» What you need to do
Produce word for word the lines of the data below running from the one that has "void draw(SkCanvas* canvas)" to the one that has "SkPath result = *SkParsePath::FromSVGString(data);", inclusive, and no others.

» Information
- - - - - - -
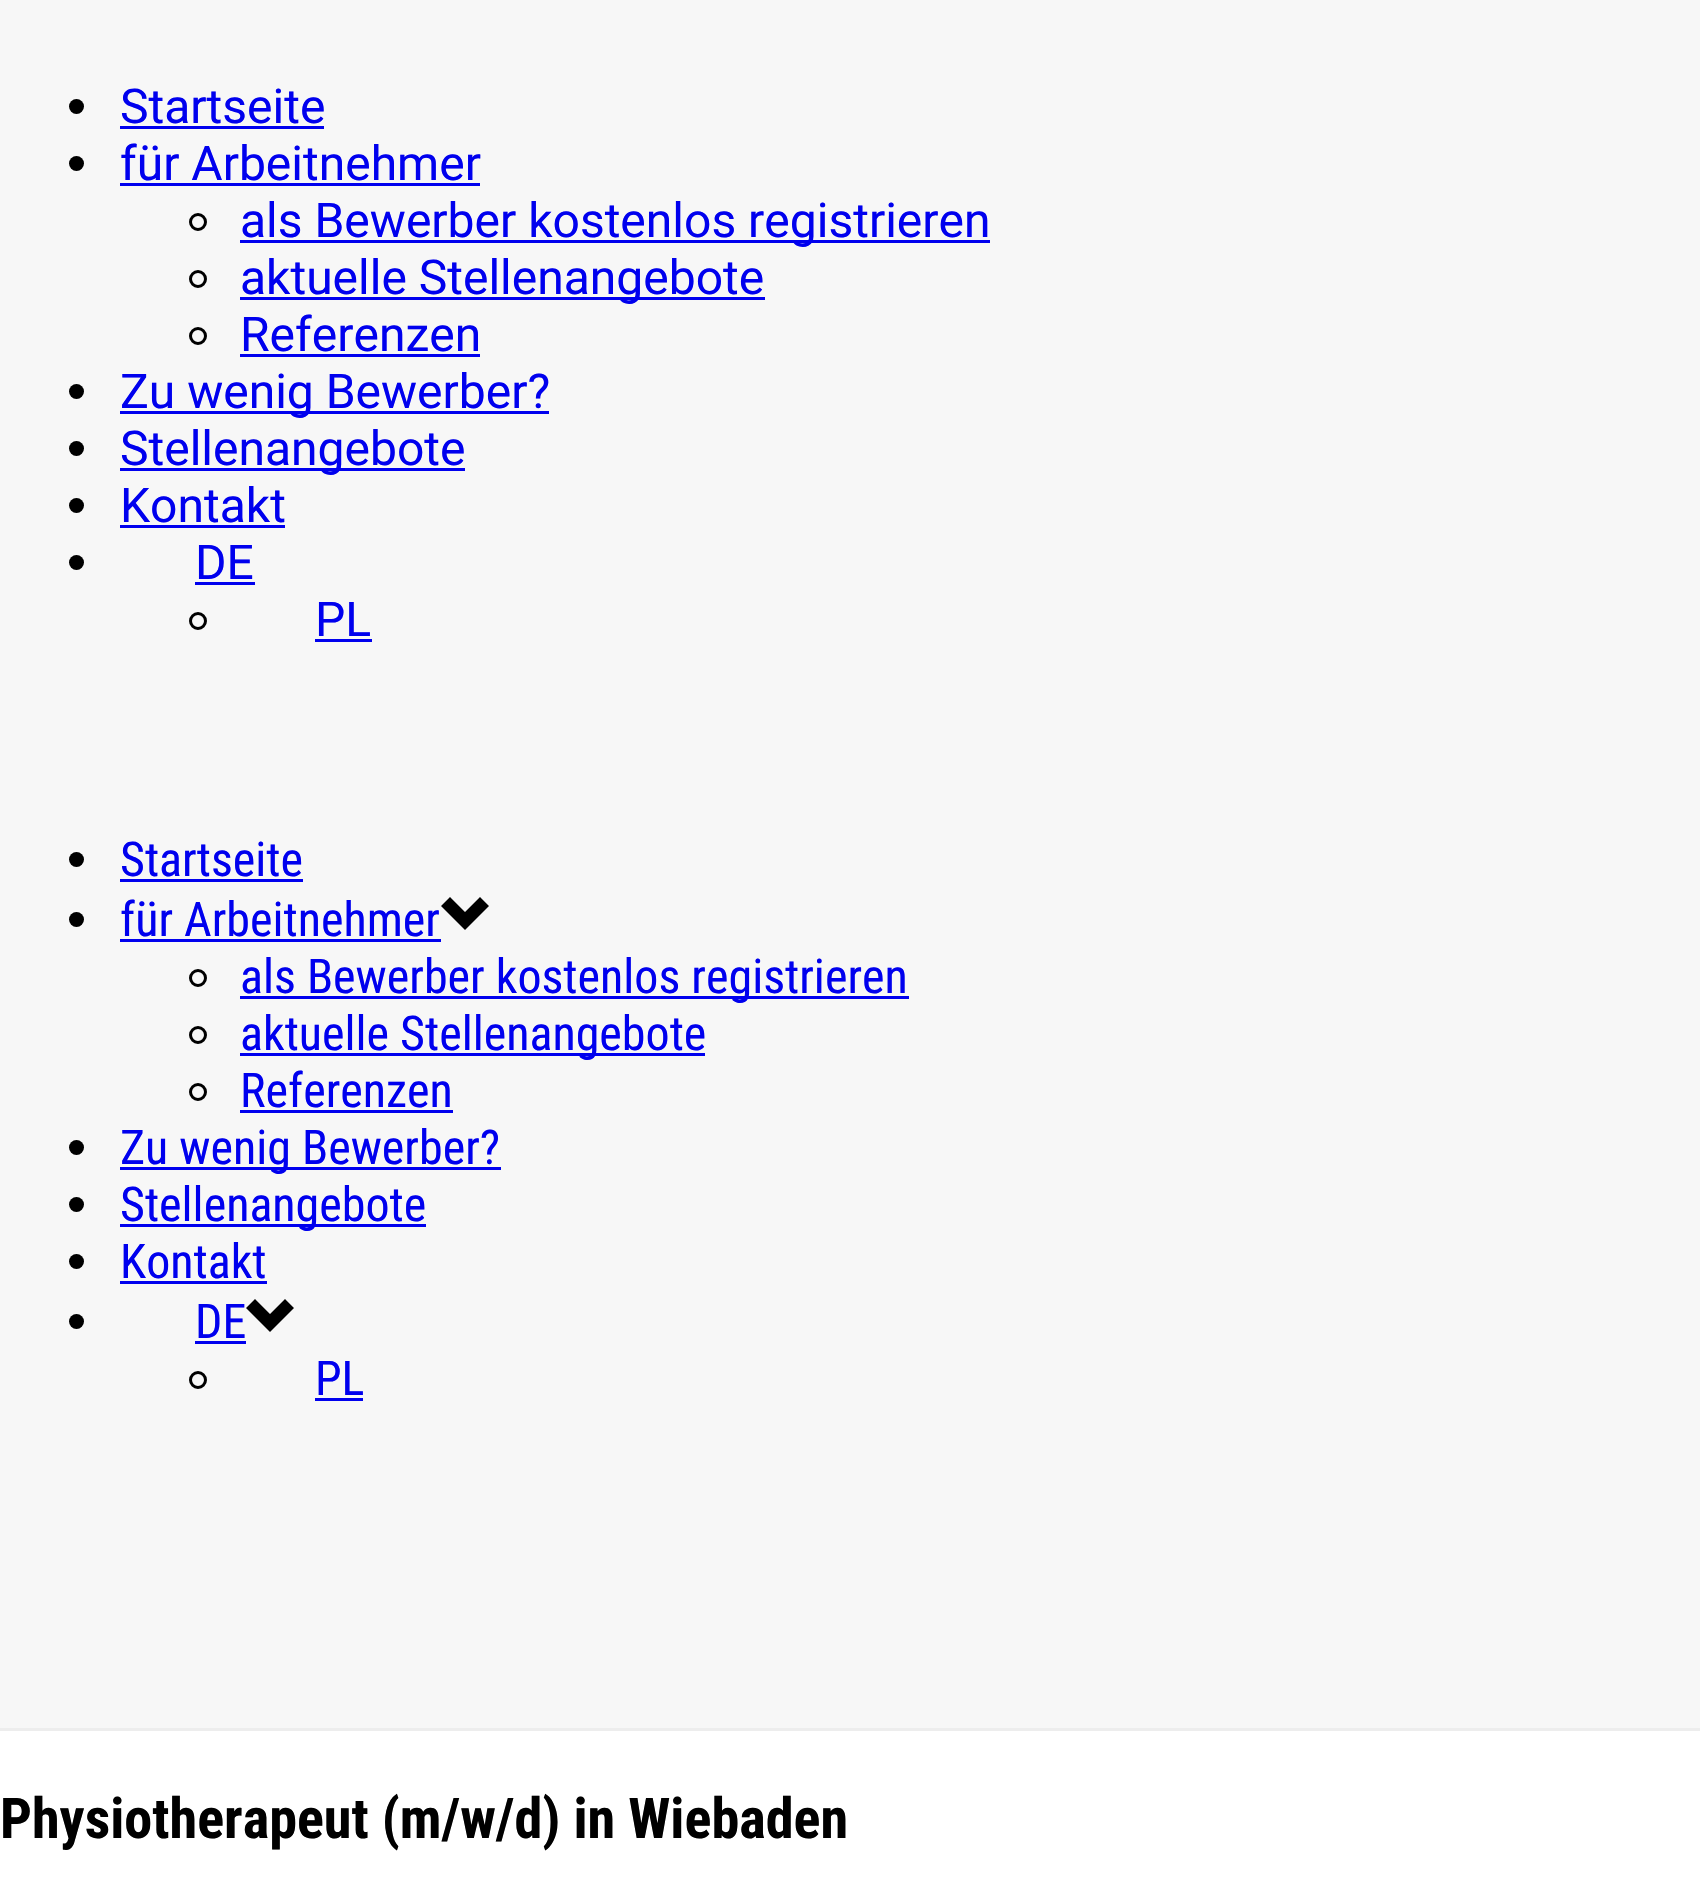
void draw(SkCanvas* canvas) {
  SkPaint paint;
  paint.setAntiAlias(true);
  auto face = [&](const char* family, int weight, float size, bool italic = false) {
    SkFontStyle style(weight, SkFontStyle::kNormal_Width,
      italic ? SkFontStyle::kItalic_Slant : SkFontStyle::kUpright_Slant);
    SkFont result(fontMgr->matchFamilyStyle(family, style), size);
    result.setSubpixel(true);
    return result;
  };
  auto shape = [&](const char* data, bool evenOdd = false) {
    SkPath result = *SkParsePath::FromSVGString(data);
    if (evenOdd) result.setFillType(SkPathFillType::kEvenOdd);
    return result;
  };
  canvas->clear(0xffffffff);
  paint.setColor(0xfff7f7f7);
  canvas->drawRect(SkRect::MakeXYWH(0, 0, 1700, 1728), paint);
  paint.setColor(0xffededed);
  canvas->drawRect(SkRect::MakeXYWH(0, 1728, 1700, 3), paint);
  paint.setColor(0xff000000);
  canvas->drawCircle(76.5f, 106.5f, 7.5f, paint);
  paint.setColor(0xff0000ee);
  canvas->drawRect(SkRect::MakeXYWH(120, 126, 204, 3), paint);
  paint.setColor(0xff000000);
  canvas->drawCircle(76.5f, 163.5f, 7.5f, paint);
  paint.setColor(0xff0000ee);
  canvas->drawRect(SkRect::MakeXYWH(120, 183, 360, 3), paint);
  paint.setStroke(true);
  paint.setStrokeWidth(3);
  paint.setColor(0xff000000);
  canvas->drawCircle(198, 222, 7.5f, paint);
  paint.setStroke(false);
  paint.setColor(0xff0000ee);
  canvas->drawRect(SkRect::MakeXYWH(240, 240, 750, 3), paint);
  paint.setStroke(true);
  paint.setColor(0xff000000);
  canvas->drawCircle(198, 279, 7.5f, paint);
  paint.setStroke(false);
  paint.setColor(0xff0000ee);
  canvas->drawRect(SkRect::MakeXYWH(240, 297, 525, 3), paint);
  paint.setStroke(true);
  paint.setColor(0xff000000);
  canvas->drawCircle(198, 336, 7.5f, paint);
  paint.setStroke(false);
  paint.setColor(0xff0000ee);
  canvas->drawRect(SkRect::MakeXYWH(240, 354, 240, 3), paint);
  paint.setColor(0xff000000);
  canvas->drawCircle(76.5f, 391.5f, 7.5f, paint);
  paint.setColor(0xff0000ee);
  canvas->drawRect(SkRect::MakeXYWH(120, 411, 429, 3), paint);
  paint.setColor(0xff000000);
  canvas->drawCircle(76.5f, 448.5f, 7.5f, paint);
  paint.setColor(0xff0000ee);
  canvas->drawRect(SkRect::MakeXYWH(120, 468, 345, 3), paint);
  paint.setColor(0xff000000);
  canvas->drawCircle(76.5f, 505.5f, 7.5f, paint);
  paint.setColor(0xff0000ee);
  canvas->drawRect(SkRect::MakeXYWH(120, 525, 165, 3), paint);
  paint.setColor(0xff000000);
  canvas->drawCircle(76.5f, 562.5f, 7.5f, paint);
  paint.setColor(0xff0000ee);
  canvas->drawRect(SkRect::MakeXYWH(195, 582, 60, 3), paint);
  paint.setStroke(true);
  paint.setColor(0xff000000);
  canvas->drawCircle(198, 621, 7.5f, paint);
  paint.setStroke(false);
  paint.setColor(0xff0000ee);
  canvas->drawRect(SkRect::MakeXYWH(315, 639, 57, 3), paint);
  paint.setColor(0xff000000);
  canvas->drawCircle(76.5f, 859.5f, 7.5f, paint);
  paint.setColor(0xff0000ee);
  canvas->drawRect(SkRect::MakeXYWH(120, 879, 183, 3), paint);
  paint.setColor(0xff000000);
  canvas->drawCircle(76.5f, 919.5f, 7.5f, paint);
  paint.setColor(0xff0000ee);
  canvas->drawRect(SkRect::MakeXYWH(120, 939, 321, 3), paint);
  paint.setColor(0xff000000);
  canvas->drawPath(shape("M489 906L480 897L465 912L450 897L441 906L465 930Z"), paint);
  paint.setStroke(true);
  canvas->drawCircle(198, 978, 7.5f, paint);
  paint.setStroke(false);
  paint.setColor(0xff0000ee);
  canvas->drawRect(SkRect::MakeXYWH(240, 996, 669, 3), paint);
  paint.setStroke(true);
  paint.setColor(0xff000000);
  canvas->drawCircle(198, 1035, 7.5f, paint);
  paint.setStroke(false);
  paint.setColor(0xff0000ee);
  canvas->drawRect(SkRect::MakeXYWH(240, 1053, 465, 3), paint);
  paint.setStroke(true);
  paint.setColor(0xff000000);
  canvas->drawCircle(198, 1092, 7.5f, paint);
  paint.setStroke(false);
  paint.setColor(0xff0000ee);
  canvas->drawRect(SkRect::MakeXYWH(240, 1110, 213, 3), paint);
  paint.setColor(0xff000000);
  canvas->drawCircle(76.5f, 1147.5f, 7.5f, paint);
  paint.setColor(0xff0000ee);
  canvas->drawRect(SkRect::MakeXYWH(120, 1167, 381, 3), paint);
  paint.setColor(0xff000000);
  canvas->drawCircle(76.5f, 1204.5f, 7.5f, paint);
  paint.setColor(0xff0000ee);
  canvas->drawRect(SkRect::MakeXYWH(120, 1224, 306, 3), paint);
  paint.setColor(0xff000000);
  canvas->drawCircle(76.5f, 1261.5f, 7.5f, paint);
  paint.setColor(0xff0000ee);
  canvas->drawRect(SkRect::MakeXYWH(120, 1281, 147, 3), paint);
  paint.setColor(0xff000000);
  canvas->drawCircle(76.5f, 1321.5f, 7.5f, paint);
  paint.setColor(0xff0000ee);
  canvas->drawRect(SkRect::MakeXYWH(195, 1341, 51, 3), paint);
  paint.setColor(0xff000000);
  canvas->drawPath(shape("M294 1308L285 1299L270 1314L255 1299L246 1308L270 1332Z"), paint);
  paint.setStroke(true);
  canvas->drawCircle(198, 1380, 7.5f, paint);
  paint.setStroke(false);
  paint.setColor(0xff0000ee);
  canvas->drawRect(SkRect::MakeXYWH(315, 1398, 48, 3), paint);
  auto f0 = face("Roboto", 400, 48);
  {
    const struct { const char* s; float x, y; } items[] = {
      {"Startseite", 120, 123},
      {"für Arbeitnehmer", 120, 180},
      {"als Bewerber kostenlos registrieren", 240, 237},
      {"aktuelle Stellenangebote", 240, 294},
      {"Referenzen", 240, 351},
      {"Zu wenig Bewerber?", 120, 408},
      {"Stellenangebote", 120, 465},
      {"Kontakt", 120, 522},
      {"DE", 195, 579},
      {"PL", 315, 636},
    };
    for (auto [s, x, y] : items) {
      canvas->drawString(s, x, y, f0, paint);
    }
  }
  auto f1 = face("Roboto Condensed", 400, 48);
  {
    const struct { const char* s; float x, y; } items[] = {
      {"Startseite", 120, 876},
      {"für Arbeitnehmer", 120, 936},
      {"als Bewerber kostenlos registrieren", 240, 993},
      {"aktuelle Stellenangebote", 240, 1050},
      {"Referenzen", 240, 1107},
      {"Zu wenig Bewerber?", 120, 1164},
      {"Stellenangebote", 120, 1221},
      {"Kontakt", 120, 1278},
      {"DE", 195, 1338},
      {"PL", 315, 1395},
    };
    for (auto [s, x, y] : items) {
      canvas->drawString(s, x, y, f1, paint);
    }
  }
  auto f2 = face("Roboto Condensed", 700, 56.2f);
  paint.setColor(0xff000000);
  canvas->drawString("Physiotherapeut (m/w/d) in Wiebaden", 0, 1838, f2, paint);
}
- - - - - - -
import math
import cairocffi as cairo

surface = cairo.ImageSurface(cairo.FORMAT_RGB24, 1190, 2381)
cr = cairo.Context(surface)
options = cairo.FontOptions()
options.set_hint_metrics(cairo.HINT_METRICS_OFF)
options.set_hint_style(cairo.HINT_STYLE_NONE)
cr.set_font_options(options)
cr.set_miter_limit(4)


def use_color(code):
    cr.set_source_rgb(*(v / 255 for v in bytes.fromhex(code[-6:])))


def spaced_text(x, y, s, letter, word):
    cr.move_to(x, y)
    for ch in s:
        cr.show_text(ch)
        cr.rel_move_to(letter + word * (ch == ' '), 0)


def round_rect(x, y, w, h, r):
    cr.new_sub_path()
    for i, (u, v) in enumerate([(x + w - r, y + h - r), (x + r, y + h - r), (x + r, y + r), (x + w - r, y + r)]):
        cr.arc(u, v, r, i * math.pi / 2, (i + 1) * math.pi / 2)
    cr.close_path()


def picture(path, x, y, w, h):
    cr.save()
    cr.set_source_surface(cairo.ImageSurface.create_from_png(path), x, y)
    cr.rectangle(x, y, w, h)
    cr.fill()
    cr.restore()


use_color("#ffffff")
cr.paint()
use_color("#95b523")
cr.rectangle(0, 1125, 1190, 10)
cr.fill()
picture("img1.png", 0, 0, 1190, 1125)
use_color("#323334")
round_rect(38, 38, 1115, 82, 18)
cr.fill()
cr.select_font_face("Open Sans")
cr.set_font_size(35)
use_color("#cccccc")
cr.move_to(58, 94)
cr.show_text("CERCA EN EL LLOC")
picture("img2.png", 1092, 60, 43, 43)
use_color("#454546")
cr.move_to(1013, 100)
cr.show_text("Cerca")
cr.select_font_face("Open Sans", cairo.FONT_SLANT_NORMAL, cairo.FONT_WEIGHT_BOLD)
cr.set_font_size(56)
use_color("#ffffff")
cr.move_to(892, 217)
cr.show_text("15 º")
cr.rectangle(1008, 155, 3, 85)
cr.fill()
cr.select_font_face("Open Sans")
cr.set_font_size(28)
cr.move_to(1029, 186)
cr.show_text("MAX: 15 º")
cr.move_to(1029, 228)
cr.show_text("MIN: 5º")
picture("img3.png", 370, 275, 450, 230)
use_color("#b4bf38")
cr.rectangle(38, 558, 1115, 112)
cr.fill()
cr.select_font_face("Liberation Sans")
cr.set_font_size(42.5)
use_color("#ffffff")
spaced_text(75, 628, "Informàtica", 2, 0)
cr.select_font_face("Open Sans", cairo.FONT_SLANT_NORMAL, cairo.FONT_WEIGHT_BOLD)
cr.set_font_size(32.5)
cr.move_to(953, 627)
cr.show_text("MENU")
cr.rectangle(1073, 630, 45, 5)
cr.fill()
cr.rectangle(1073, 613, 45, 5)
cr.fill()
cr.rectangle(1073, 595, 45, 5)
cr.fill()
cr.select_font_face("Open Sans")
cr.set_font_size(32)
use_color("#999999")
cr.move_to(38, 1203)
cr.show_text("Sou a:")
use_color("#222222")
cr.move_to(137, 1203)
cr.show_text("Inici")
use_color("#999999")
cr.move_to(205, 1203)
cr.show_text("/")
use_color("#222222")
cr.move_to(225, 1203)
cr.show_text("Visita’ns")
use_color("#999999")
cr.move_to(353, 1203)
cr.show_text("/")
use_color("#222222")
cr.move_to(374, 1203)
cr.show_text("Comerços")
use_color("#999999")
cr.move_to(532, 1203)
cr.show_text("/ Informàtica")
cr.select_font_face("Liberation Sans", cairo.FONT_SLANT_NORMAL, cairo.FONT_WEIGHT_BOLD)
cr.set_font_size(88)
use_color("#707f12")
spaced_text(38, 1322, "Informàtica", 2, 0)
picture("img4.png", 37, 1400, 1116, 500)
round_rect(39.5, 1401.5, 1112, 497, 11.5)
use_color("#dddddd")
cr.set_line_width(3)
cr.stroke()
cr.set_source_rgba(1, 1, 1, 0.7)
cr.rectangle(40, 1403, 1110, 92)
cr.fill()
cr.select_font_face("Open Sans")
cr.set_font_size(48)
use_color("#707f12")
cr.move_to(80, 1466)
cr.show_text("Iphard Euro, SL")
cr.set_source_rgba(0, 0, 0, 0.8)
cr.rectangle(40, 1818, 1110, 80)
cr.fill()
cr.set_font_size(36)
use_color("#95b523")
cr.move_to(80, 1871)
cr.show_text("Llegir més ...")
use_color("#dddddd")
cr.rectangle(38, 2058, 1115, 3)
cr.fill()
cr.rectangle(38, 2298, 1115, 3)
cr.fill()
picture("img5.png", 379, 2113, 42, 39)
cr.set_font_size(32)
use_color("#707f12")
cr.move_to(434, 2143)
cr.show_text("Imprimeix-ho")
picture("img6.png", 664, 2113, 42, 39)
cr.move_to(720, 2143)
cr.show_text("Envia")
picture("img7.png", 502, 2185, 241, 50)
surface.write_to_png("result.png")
- - - - - - -
» Answer to the exercise
void draw(SkCanvas* canvas) {
  SkPaint paint;
  paint.setAntiAlias(true);
  auto face = [&](const char* family, int weight, float size, bool italic = false) {
    SkFontStyle style(weight, SkFontStyle::kNormal_Width,
      italic ? SkFontStyle::kItalic_Slant : SkFontStyle::kUpright_Slant);
    SkFont result(fontMgr->matchFamilyStyle(family, style), size);
    result.setSubpixel(true);
    return result;
  };
  auto shape = [&](const char* data, bool evenOdd = false) {
    SkPath result = *SkParsePath::FromSVGString(data);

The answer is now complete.